This lamb lentil stew is flavored with Moroccan spices and beefed up with chickpeas. Serve with fresh cilantro and a dollop of yogurt for a hearty and comforting winter meal.

*This Moroccan Lamb Lentil Stew recipe is sponsored by USA Pulses & Pulse Canada, a 2017 partner of Running to the Kitchen.
This lamb lentil stew is flavored with Moroccan spices and beefed up with chickpeas. Serve with fresh cilantro and a dollop of yogurt for a hearty and comforting winter meal.

There are things about my husband that had I known before we were married (and I don’t know how I didn’t because we dated 7 years before that happened) I’m not quite sure I would’ve gone through with the whole thing.

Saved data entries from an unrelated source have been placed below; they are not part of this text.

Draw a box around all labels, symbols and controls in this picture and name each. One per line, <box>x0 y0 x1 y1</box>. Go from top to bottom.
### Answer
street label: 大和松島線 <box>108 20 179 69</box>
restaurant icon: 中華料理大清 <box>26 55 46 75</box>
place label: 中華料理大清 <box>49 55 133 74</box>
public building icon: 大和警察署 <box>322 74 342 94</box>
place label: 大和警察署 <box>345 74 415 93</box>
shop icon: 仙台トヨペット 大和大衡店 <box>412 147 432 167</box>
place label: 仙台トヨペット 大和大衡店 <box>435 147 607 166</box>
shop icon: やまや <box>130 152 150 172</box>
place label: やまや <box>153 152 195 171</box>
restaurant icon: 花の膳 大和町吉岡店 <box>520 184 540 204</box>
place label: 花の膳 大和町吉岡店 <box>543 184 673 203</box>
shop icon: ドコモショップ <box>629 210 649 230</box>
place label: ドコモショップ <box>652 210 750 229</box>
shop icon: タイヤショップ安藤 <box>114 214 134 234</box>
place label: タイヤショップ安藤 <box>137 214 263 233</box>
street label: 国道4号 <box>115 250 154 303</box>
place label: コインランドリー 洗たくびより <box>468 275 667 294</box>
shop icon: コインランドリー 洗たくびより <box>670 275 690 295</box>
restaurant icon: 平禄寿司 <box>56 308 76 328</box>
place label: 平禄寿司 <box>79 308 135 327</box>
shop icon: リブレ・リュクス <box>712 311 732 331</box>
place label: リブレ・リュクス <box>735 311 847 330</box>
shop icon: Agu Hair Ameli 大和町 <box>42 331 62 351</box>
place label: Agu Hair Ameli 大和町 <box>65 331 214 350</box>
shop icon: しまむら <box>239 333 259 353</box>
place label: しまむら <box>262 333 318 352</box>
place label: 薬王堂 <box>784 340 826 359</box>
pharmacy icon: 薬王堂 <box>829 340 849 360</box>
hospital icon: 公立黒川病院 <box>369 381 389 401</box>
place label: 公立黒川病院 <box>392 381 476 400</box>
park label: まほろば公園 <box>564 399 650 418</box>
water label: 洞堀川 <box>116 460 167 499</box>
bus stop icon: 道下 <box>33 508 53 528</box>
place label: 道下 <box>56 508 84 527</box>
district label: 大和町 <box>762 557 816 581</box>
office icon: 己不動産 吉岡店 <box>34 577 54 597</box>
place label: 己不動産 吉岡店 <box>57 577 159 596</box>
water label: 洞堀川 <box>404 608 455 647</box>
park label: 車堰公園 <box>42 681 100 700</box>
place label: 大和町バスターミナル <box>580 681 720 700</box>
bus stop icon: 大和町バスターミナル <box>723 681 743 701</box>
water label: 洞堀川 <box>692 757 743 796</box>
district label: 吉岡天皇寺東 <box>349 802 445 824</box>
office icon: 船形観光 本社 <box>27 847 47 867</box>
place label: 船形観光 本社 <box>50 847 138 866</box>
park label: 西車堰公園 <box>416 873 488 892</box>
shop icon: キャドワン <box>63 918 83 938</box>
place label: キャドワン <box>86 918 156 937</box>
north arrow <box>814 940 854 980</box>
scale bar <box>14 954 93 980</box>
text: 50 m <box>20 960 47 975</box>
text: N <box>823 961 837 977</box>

Things like the fact he doesn’t like 99% of chocolate desserts (yet loves this chocolate lamb chili – whaa??), or that he’s got a serious case of germophobia and eats things like french fries and pizza with a fork (so awkward when we’re in public).

The list of these little quirks goes on and on but this time of year, the one I have the most issue with by far is his hatred of stew.

Umm, why? Just why?

Stew is awesome.

It’s almost always a one-pot meal. The base ingredients are things I always have in my pantry. It’s comforting, hearty and the possibilities and flavor profiles are practically endless.

More stew recipes –> turmeric lentil stew, chocolate red wine beef stew stuffed potatoes, slow cooker lamb stew & Instant Pot beef and mushroom stew

My mom made two types of stew when we were growing up: beef stew (big carrots, chunks of potatoes, you know the kind) and veal stew.

Cozy and comforting with flavorful Moroccan spices, this lamb lentil stew is a great winter meal for a cold day.

Pretty sure they were both from her Joy of Cooking cookbook and she never deviated.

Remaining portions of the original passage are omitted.